Настроение этой фазы предельно отчетливо выразила знаменитая горчаковская депеша от 21 августа 1856 г., где прозвучали слова о «сосредоточивающейся России». «Сообщества тех, кто много лет вместе с нами отстаивали принципы, коим Европа обязана более чем четвертью века мира, – этого сообщества больше нет в прежней его целостности. Не по воле нашего августейшего повелителя возник этот результат. Обстоятельства вернули нам полную свободу действий. Император решил по преимуществу посвятить свое внимание благополучию своих подданных и сосредоточиться на развитии внутренних ресурсов страны, обращая свою активность вовне только тогда, когда этого будут абсолютно требовать позитивные интересы России. Что касается молчания, в котором нас обвиняют, мы могли бы напомнить то искусственное возбуждение, которое недавно организовывалось против нас…. На той охранительной деятельности во благо правительств, из которой сама Россия не извлекла никакой выгоды, спекулировали, чтобы обвинить нас в стремлении к невесть какому универсальному владычеству. Мы могли бы считать, что нашим молчанием напоминаем об этих обстоятельствах. Но мы не верим, что такая поза приличествует державе, которой Провидение отвело в Европе место, занимаемое Россией» [Сборник 1881, 5 (2-я пагинация)].
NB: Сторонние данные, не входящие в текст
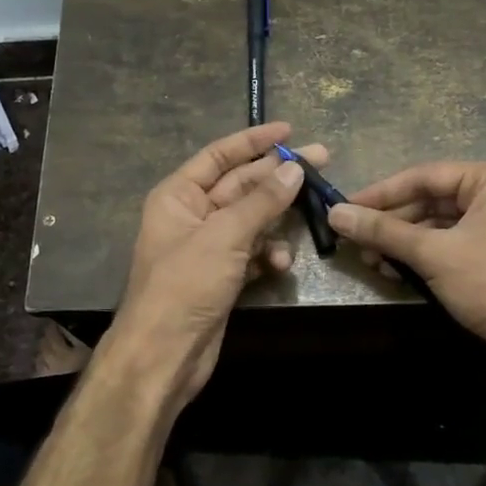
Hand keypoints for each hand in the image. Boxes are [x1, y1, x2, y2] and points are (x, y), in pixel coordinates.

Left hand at [109, 123, 323, 404]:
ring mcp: (208, 248)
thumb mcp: (225, 235)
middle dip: (277, 176)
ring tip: (310, 211)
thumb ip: (261, 201)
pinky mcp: (222, 277)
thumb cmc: (185, 285)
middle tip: (321, 161)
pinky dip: (268, 255)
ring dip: (276, 220)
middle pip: (241, 185)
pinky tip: (281, 263)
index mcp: (178, 195)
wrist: (164, 354)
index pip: (219, 156)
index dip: (253, 141)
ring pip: (251, 221)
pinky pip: (252, 253)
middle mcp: (192, 216)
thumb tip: (294, 169)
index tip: (289, 131)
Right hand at [327, 162, 485, 360]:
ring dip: (404, 244)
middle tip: (355, 241)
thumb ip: (383, 231)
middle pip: (431, 202)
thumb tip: (335, 214)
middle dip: (392, 225)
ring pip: (439, 227)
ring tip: (372, 261)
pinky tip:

Тут весь Горчаков: попытка «оставаться в Европе», не «обращая активность вовне» и не рискуя новыми кризисами. Язвительный генерал-майор М.И. Венюков по праву писал о том, что за броской формулой «сосредоточения России» скрывалась обостренная осторожность. Именно она побуждала Горчакова праздновать Пекинский договор 1860 г. не как блестящую компенсаторную экспансию Империи, но как улаживание спора на востоке, завязавшегося одновременно с кризисом на западе. Она побуждала его трактовать судьбу проливов и Балкан как предмет общеевропейского надзора, воздерживаясь от всякой спонтанной российской активности – вплоть до готовности в 1876–1877 гг., когда Балканы полыхали антитурецким восстанием, оставить воюющих их собственной участи. Она же будет толкать его к замирению с Англией в Средней Азии, к попыткам сконструировать здесь в переговорах конца 1860-x – начала 1870-х некий буферный пояс. Этот пояс предотвращал бы столкновение, а значит, не позволил бы использовать редкие изначальные успехи России ради давления на Англию в новой балканской игре, но Горчаков к такой игре и не стремился.
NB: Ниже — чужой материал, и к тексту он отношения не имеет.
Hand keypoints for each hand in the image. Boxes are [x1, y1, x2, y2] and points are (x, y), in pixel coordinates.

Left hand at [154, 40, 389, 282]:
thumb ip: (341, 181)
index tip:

Собственно, успехи Горчакова были связаны либо с защитой тех позиций, на которых оказалась Россия с 1856 г. (отпор европейскому демаршу по польскому вопросу), либо с демонстративным исправлением неких ущемлений России, не предполагающим какого-либо «проецирования мощи» с ее стороны (негоциации 1870–1871 гг., когда Горчаков отыграл формальное право России на черноморский флот, – но в обмен на право Турции по желанию пропускать в Черное море флоты своих европейских союзников).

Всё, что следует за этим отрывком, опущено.